- Relator(a)
- Ministro Felix Fischer
- Órgão julgador
- Quinta Turma
- Data do julgamento
- 13/12/2016
- Data de publicação
- 15/12/2016
STJ – Acórdão, Rel. Ministro Felix Fischer, Quinta Turma, j. 13/12/2016, p. 15/12/2016
PENAL E PROCESSO PENAL. RECURSO ORDINÁRIO EM HABEAS CORPUS. TRANCAMENTO DO PROCESSO PENAL. AUSÊNCIA DE JUSTA CAUSA. SUPRESSÃO DE INSTÂNCIA. CRIMES CONTRA DIGNIDADE SEXUAL. ESTUPRO DE VULNERÁVEL. VÍTIMA INCAPAZ DE OFERECER RESISTÊNCIA. ESTÁGIO AVANÇADO DE EMBRIAGUEZ. CRIME DE AÇÃO PENAL PÚBLICA INCONDICIONADA. ART. 225, PARÁGRAFO ÚNICO, DO CP. RECURSO DESPROVIDO. I - A aventada tese de trancamento do processo penal por ausência de justa causa, isto é, por falta de lastro probatório mínimo a embasar a ação penal não foi apreciada pelo eg. Tribunal a quo, de modo que a análise dela por esta Corte Superior, antecipadamente, incorreria em indevida supressão de instância.

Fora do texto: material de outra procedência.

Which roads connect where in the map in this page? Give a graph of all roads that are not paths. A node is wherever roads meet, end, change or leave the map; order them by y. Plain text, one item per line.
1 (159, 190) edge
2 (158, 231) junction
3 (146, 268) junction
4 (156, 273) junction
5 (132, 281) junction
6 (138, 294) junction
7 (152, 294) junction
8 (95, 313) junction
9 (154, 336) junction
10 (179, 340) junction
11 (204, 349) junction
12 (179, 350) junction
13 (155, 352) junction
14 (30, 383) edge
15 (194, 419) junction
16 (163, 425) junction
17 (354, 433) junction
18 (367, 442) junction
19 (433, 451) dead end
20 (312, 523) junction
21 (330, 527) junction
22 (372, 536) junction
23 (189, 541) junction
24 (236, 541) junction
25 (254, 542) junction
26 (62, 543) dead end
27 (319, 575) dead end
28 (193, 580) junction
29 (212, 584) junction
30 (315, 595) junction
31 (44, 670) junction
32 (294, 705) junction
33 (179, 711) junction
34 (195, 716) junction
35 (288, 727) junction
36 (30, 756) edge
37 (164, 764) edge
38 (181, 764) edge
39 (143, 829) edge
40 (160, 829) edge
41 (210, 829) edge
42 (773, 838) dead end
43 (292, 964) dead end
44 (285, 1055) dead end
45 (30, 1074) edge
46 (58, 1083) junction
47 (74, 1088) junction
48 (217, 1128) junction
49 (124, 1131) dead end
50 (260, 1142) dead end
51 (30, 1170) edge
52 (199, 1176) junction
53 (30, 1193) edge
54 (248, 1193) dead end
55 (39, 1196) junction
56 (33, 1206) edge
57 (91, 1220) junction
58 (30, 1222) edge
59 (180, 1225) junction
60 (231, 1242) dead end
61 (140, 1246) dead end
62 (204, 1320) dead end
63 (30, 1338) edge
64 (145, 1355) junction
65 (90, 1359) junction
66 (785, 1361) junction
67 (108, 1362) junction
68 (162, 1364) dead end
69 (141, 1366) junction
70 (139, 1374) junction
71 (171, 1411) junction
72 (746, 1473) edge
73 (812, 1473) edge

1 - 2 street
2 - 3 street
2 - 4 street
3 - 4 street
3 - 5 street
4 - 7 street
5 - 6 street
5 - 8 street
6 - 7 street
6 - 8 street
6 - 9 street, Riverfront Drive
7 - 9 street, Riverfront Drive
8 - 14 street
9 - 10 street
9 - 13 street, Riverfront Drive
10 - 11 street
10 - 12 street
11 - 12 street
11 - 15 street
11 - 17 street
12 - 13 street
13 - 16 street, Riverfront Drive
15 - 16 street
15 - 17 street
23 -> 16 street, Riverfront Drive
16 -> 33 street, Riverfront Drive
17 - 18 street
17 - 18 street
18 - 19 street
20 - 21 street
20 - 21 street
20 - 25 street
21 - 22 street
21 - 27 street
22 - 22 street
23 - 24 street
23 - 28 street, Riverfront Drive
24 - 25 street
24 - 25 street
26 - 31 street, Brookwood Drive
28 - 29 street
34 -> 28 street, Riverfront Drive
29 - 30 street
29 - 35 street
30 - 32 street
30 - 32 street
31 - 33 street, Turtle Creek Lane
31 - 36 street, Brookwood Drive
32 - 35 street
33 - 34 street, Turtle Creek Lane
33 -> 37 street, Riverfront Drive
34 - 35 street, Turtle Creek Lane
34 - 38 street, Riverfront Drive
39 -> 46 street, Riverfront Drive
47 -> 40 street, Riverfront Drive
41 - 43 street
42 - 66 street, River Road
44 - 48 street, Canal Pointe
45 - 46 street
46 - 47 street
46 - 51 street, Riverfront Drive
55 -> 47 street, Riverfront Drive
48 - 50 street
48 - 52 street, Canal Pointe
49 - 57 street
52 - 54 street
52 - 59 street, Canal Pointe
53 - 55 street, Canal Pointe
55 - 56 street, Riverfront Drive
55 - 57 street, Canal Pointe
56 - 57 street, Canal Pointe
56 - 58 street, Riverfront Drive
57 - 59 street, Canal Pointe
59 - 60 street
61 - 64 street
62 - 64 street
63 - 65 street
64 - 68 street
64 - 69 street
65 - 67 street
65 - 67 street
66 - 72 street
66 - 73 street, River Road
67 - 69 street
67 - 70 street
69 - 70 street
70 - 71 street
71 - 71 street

II - Em casos de vulnerabilidade da ofendida, a ação penal é pública incondicionada, nos moldes do parágrafo único do art. 225 do Código Penal. Constata-se que o referido artigo não fez qualquer distinção entre a vulnerabilidade temporária ou permanente, haja vista que a condição de vulnerável é aferível no momento do cometimento do crime, ocasião em que há a prática dos atos executórios com vistas à consumação do delito. III - As reformas trazidas pela Lei nº 12.015/09 demonstram uma maior preocupação do legislador em proteger os vulneráveis, tanto é que o estupro cometido em detrimento destes (art. 217-A do CP) possui, no preceito secundário, um quantum muito superior ao tipo penal do art. 213 do CP. E o parágrafo único do art. 225 do CP corrobora tal entendimento, uma vez que atesta um interesse público na persecução penal quando o crime é cometido em prejuízo de uma vítima vulnerável. IV - In casu, o eg. Tribunal de origem consignou que a vítima estava em estágio avançado de embriaguez, inclusive, no momento do suposto crime, estava inconsciente, portanto, era incapaz de oferecer resistência, caracterizando, assim, a situação de vulnerabilidade. Ressalte-se que o ora paciente foi justamente denunciado pela prática, em tese, do art. 217-A, § 1º, do Código Penal, o que enseja uma ação penal pública incondicionada. V - Ad argumentandum tantum, na hipótese, ainda houve a representação da vítima perante a autoridade policial no dia seguinte ao suposto fato criminoso. Portanto, não há constrangimento ilegal a ser reconhecido na presente via. Recurso ordinário desprovido. (RHC n. 72.963/MT, relator Ministro Felix Fischer, Quinta Turma, julgado em 13/12/2016, DJe de 15/12/2016.)